(The Center Square) — New York State lawmakers have signed off on a $237 billion late budget that includes money for migrants and seeks to address retail crime and crackdown on Illegal cannabis operations.
The spending plan approved by the state Legislature, which comes nearly three weeks after an April 1 deadline, includes $2.4 billion for migrant housing, a housing development plan, tougher penalties for retail theft and assaults on state and local government workers, and the creation of nearly two dozen new hate crimes.
Gov. Kathy Hochul, expected to sign the budget, boasted that it includes the "most significant" overhaul of the state's housing policy in decades and includes "transformative investments" in health care and education that will put New York "on the path to fiscal stability."
"This budget cracks down on retail theft and gives us new tools to shut down illicit cannabis storefronts," the Democrat said in a statement. "It helps the children of New York City by extending mayoral accountability for public schools. And we got it all done without raising income taxes by a single cent."
Democratic House Speaker Carl Hestie said the spending plan will make New York state "more affordable, more accepting and a better place to live" and touted new investments in education, housing and long-term care support.

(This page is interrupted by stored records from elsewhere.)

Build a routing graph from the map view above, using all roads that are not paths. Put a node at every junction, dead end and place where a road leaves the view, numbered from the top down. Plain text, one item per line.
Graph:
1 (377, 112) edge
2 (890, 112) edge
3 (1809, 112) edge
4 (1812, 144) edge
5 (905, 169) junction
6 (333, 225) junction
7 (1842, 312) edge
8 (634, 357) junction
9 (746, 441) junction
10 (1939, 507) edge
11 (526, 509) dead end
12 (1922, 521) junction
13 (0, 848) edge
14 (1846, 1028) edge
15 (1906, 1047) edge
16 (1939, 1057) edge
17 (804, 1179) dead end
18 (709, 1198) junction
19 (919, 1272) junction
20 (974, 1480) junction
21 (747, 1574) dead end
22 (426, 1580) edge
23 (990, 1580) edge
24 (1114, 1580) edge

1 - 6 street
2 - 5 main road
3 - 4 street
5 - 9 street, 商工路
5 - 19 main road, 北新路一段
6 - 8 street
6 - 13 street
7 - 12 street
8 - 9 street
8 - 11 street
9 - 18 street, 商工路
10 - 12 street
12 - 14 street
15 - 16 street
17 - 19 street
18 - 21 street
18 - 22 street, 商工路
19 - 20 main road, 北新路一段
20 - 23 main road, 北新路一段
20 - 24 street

The budget includes an affordable housing tax break for developers to replace the expired state program. It also includes a "Good Cause Eviction" provision that limits annual rent increases and narrows the criteria under which landlords can evict tenants. Both tenant advocates and the state's real estate industry criticized the compromise plan, saying it falls short of their demands.
"Despite hard-fought efforts by tenant allies in the legislature to protect renters, Governor Hochul’s Good Cause Eviction is so full of holes that landlords will drive a fleet through it," Cea Weaver, with the group Housing Justice for All, said in a statement. "Millions of families around the state will be excluded entirely and few tenants eligible for the protections will be able to exercise their rights."
Legislative leaders also touted new enforcement measures to address retail theft and a proliferation of illegal cannabis shops and an extension of New York City's mayoral control over public schools, which was sought by Mayor Eric Adams.
The budget was delayed by closed-door negotiations over a housing plan, with Democratic lawmakers pushing for more rental protections and wrangling over Medicaid spending and a proposal by New York Mayor Eric Adams to extend mayoral control of city schools, among other contentious issues.
The Citizens Budget Commission, a nonpartisan fiscal watchdog, said the budget leaves New York with a "massive, future structural budget deficit, likely exceeding $16 billion."
"Instead of using strong receipt growth to shore up New York’s fiscal foundation, the budget adds unaffordable spending that increases future gaps — taking the State further in the wrong direction," Andrew Rein, the group's president, said in a statement.
But Rein praised Hochul for not imposing tax increases on New Yorkers, which he said "would hurt the state’s competitiveness" and for not tapping into the state's "rainy day" reserve funds.
Lawmakers blew past an April 1 deadline to approve the spending plan, and the state has been running on interim budget bills to keep the government open as negotiations dragged on. Last year, lawmakers approved a $229 billion budget over a month late.
Senate Minority Leader Rob Ortt, who voted against the budget, criticized Democrats for a $2.4 billion "giveaway for migrants who entered this country illegally" and said the budget "fails to do anything to protect the safety of New Yorkers."
"With families across the state grappling with the effects of rising inflation, Democrats rejected Senate Republican efforts to provide any budget relief to middle-class families," he said. "Instead, they are sending billions of dollars a day to New York City to hand out pre-paid gift cards to illegal immigrants, costing taxpayers millions of dollars a day."
The minority leader also blasted Hochul's housing plan, calling it a "giveaway to socialist tenant advocates" that will "eliminate the rights of small business landlords to control their private property."
"Even worse, communities outside New York City will get absolutely nothing out of this deal while absorbing all the negatives that will drive up housing costs and devastate small property owners," Ortt said.